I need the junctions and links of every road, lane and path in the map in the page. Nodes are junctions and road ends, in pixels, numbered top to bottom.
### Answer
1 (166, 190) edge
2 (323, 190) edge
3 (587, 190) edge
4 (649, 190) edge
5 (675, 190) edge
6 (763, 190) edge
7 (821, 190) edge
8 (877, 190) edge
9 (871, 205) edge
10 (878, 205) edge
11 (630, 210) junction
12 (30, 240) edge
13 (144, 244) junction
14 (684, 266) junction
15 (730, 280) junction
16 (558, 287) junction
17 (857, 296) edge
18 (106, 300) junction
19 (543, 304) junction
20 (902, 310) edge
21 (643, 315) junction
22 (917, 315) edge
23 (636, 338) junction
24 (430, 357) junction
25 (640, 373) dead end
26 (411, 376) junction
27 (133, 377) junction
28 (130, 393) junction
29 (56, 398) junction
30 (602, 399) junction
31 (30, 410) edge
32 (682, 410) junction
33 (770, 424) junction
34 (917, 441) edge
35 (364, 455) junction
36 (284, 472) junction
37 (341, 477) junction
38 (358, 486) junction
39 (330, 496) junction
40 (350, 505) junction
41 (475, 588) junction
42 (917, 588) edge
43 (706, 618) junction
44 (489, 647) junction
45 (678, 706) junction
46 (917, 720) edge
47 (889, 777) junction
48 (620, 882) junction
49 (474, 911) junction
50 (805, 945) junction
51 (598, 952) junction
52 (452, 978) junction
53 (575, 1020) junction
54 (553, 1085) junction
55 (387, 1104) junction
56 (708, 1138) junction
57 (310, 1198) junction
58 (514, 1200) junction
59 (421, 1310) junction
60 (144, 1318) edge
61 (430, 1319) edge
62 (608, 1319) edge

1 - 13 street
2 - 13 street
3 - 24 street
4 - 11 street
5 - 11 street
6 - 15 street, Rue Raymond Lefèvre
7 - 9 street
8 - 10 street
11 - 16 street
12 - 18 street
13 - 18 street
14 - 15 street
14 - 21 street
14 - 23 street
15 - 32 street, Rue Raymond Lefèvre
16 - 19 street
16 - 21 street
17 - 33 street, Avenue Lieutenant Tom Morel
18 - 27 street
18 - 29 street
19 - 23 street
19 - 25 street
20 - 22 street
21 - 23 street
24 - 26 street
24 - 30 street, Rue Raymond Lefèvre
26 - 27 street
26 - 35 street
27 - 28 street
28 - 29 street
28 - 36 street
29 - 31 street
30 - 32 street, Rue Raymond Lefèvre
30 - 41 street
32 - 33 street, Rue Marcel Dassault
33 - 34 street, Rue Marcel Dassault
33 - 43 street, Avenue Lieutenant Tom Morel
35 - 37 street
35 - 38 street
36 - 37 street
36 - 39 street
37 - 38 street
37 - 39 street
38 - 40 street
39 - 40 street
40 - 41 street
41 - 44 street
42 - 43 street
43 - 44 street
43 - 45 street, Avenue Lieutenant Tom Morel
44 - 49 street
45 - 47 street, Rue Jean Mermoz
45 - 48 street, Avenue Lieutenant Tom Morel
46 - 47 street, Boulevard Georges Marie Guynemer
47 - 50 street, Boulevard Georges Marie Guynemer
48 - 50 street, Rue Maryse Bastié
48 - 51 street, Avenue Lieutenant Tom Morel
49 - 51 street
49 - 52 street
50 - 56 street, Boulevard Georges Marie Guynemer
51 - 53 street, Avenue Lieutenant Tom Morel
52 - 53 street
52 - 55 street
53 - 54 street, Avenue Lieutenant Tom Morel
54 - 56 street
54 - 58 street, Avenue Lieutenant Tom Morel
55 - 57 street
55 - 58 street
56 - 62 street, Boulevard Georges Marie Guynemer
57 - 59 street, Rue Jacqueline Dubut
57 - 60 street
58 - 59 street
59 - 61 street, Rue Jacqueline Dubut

::::::::::

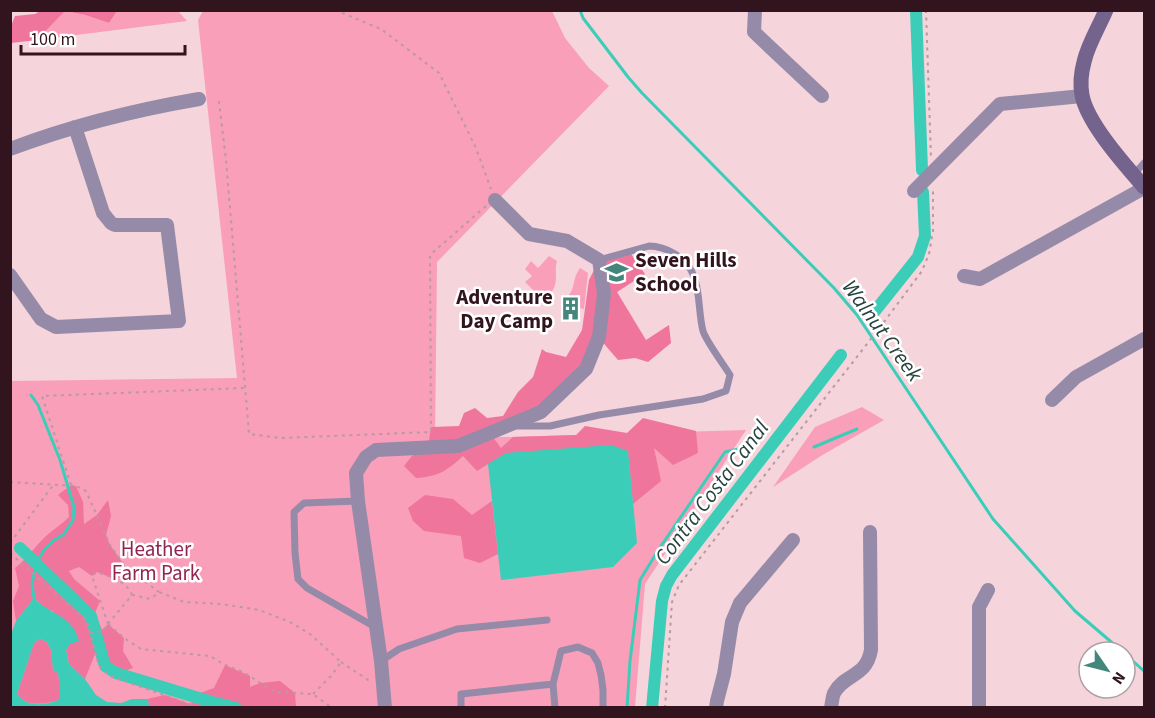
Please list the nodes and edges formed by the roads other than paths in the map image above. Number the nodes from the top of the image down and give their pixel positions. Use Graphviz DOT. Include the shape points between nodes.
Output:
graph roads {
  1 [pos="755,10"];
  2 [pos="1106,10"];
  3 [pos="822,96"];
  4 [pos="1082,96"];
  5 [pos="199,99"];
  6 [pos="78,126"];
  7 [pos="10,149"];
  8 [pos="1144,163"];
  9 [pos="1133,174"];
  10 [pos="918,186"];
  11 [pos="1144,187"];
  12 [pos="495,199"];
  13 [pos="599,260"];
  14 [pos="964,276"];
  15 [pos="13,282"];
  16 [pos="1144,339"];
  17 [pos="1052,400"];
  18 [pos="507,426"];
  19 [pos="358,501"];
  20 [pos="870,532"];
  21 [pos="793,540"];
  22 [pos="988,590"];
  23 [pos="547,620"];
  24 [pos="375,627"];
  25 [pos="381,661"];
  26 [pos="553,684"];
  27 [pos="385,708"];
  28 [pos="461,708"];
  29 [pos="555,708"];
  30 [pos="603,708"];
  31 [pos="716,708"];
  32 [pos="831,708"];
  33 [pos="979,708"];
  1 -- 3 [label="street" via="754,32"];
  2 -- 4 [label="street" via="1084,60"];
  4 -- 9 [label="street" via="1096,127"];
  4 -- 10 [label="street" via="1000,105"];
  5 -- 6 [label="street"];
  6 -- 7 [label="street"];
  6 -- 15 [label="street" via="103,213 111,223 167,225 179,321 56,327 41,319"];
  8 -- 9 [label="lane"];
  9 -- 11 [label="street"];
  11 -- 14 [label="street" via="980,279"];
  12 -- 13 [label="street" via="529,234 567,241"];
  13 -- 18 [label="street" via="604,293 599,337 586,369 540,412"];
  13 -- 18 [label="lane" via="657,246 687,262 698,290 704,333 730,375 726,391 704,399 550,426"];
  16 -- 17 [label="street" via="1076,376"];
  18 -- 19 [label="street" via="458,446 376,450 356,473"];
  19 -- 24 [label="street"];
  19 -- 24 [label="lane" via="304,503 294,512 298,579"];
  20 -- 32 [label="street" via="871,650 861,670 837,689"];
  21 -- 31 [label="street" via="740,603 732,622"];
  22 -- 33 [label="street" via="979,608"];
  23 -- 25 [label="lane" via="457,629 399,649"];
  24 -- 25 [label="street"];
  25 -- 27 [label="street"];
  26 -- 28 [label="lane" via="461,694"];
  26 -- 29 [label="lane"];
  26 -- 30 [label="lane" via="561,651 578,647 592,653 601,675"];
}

::::::::::

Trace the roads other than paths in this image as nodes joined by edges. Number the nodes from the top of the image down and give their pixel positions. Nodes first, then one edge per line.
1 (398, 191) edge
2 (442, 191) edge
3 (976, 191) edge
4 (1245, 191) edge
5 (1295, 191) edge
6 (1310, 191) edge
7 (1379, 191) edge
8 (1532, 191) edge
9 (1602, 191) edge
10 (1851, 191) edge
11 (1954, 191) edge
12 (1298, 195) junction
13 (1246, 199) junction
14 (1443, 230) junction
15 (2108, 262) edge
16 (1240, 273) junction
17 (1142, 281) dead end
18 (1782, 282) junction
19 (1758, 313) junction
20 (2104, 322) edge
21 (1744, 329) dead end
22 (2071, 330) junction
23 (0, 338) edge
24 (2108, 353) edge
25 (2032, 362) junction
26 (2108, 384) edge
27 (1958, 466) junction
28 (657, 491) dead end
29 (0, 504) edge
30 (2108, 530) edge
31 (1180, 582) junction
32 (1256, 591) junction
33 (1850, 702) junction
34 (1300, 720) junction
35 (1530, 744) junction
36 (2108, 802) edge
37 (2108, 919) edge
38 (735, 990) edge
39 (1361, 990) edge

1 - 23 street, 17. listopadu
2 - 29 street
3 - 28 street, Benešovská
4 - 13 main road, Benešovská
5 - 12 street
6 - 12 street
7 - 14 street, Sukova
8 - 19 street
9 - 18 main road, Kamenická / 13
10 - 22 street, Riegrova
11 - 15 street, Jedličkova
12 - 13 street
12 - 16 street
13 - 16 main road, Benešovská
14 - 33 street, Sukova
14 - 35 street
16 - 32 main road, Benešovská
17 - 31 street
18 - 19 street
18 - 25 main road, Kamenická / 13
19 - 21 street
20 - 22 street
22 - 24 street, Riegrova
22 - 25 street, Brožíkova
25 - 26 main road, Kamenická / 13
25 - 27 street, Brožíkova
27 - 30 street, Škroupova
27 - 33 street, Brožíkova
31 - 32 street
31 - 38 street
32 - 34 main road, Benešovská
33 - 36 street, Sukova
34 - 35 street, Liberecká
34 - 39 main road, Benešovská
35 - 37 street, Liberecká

::::::::::

What you have to do
Find the string "main" in the entries above and return each line that holds it.

Response area
4 - 13 main road, Benešovská
9 - 18 main road, Kamenická / 13
13 - 16 main road, Benešovská
16 - 32 main road, Benešovská
18 - 25 main road, Kamenická / 13
25 - 26 main road, Kamenická / 13
32 - 34 main road, Benešovská
34 - 39 main road, Benešovská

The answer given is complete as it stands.